Find and copy each line of the records where the string "this" shows up.

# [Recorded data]
▼▼▼
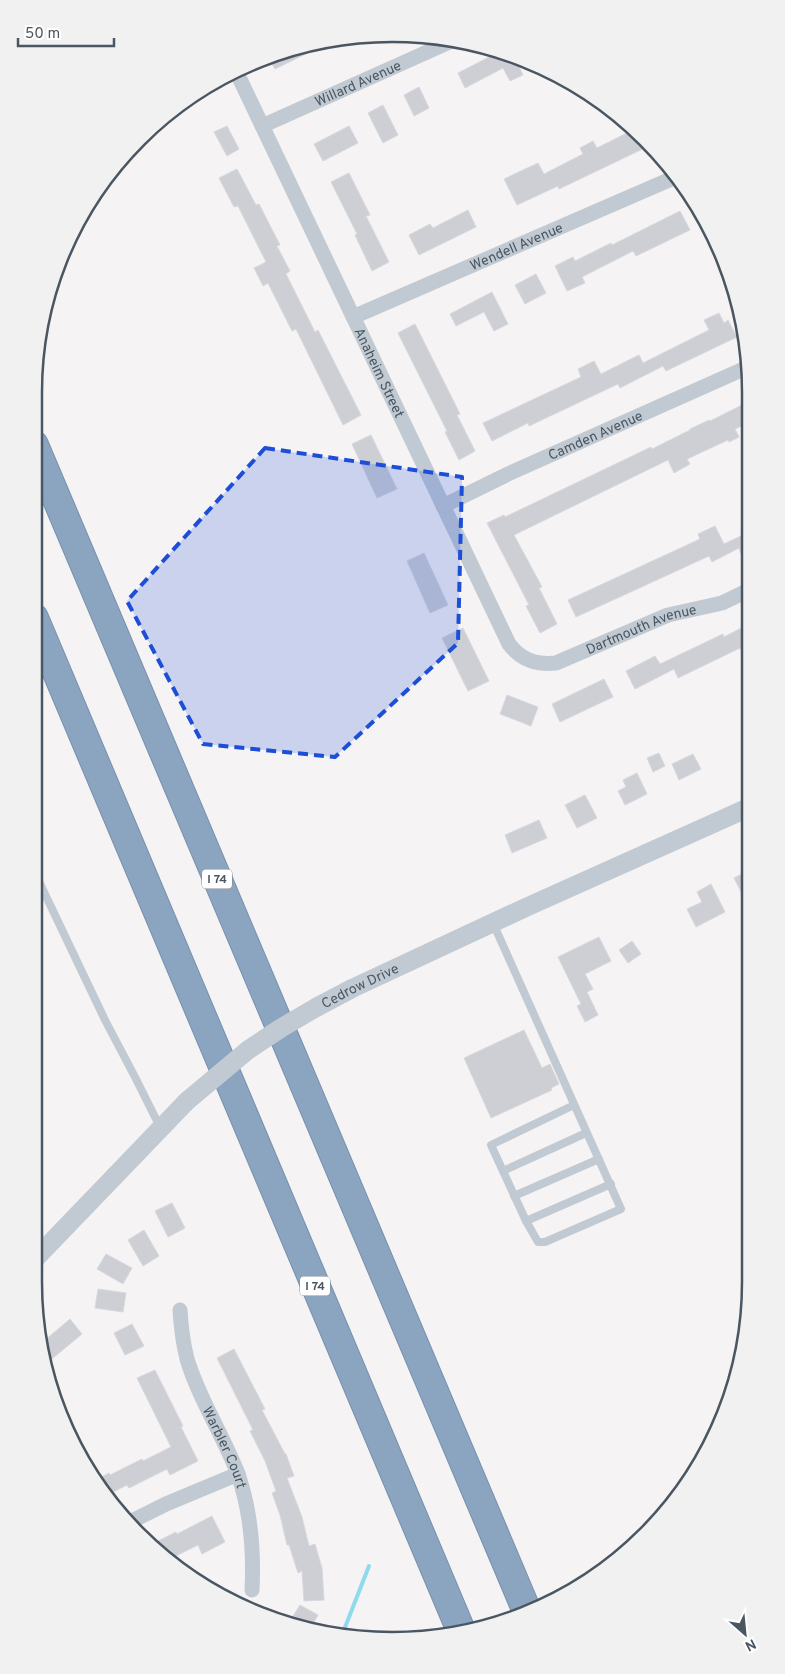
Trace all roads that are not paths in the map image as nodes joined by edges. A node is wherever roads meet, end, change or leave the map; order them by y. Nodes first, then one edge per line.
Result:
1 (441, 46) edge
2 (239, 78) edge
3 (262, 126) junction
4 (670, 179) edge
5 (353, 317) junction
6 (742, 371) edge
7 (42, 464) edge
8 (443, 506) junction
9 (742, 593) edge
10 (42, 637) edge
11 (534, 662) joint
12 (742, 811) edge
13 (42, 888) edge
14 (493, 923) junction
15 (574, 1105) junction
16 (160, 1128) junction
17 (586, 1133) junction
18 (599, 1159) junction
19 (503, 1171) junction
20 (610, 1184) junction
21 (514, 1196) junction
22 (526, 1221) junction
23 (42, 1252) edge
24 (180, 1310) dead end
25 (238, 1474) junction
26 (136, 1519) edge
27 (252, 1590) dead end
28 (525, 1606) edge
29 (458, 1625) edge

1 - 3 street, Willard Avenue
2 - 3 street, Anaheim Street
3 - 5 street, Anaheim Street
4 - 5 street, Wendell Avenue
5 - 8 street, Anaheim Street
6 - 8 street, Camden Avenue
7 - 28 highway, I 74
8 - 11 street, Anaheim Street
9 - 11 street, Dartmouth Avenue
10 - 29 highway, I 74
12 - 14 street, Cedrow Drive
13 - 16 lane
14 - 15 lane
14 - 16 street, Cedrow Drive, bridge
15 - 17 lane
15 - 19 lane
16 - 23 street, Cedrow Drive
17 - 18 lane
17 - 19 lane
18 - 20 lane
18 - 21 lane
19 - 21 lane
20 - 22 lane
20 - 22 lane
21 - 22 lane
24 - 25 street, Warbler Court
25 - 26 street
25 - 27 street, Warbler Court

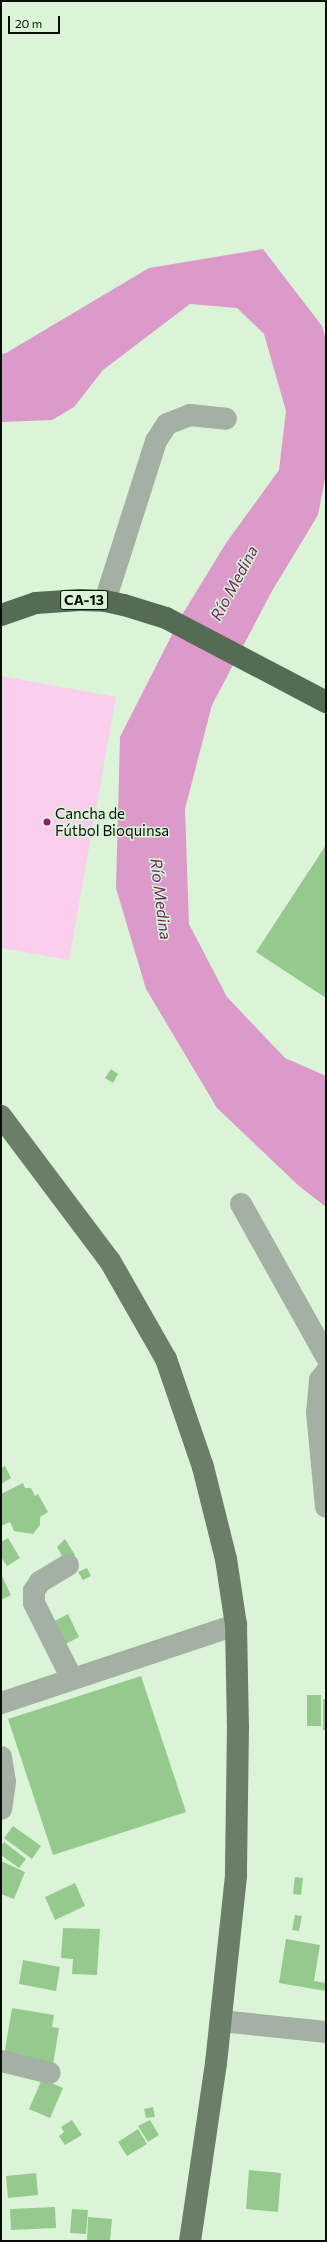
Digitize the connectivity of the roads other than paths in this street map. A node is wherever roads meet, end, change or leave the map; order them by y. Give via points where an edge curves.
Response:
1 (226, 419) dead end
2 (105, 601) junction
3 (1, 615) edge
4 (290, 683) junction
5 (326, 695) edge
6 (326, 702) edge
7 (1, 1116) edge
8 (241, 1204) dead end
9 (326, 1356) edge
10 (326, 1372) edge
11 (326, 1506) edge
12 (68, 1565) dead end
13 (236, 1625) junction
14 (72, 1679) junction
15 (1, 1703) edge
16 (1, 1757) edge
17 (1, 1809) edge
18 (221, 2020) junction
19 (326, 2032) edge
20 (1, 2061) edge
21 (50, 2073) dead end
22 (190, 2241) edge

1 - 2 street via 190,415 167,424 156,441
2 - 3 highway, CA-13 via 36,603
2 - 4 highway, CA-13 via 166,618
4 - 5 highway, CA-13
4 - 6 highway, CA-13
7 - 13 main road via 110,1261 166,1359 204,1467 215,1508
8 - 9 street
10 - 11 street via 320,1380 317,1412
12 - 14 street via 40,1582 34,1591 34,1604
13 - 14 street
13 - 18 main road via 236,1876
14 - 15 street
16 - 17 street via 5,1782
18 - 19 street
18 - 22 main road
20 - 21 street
▲▲▲
▼▼▼
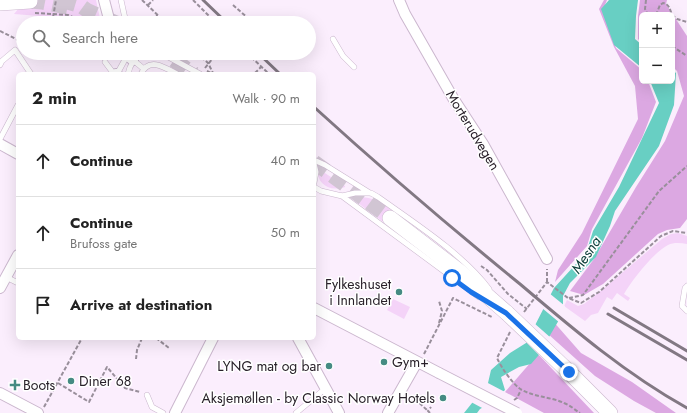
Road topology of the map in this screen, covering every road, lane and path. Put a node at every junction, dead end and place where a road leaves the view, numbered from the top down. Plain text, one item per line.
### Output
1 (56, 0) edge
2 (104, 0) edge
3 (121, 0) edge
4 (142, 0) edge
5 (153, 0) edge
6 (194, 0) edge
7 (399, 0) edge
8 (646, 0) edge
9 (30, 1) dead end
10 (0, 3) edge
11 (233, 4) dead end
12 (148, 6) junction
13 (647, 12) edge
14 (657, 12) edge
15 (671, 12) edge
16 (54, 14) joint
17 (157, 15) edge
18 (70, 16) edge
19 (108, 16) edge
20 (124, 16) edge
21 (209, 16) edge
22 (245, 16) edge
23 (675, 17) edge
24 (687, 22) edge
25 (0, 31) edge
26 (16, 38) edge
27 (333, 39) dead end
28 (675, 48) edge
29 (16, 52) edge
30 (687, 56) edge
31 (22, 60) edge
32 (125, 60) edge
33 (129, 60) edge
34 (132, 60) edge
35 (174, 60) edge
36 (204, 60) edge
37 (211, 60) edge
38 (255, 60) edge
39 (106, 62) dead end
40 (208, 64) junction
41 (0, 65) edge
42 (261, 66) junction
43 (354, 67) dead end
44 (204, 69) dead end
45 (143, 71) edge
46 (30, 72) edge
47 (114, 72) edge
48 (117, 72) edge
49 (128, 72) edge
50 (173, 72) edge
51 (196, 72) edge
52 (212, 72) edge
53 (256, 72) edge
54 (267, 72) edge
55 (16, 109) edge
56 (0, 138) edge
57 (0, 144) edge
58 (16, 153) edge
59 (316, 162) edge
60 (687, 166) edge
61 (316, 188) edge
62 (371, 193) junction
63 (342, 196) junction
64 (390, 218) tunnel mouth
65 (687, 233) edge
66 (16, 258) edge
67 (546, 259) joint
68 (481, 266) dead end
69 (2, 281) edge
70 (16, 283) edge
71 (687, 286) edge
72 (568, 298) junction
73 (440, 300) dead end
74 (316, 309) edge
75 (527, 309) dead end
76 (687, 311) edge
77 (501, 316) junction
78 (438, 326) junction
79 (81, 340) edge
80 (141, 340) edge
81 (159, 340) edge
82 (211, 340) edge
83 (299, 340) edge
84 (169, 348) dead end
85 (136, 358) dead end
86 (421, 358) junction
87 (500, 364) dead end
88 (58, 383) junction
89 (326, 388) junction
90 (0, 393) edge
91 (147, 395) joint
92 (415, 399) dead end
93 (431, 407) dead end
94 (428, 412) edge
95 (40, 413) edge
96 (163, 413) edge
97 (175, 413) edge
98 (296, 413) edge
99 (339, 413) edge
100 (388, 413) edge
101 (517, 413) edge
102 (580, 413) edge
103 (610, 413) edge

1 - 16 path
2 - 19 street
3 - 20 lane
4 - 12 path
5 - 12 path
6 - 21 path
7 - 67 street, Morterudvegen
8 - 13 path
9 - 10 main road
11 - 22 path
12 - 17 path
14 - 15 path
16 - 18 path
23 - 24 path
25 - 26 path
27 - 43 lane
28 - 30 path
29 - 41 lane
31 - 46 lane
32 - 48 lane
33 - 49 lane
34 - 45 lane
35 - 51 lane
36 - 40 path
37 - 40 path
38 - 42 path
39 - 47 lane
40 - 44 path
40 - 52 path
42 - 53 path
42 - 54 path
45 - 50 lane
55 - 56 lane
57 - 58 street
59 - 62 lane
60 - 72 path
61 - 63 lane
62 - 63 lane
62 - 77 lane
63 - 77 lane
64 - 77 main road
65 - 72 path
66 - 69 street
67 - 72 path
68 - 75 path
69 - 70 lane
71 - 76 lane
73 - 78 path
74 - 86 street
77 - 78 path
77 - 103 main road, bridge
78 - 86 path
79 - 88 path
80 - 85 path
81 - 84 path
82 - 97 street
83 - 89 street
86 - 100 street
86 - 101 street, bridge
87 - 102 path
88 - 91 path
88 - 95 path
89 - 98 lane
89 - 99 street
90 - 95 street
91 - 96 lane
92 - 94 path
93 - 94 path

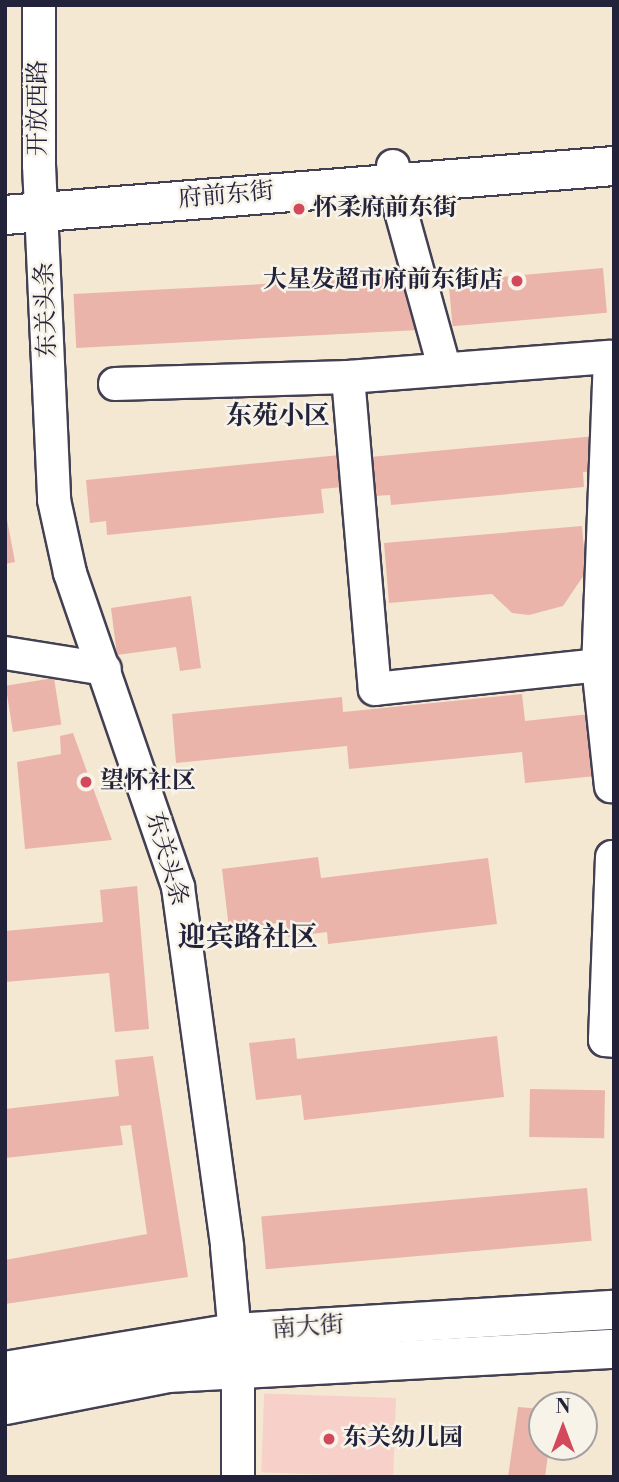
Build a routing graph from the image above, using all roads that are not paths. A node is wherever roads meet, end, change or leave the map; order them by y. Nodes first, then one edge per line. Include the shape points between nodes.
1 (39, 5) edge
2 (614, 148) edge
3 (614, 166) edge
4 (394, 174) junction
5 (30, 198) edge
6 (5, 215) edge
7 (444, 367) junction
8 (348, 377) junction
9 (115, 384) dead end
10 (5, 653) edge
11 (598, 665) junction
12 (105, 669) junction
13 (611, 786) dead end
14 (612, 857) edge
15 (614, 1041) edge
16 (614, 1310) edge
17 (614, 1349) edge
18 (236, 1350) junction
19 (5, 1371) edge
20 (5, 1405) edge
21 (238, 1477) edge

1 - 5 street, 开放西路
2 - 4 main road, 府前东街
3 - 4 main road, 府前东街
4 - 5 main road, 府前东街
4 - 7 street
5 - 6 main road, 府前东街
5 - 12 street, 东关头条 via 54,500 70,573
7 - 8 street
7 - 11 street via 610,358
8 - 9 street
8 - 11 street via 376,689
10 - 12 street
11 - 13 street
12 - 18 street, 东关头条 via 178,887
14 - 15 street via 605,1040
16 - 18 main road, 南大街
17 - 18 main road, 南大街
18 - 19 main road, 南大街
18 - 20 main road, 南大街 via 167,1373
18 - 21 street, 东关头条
▲▲▲
# [ANSWER TO THE PROBLEM]
Digitize the connectivity of the roads other than paths in this street map. A node is wherever roads meet, end, change or leave the map; order them by y. Give via points where an edge curves.
Road topology of the map in this screen, covering every road, lane and path. Put a node at every junction, dead end and place where a road leaves the view, numbered from the top down. Plain text, one item per line.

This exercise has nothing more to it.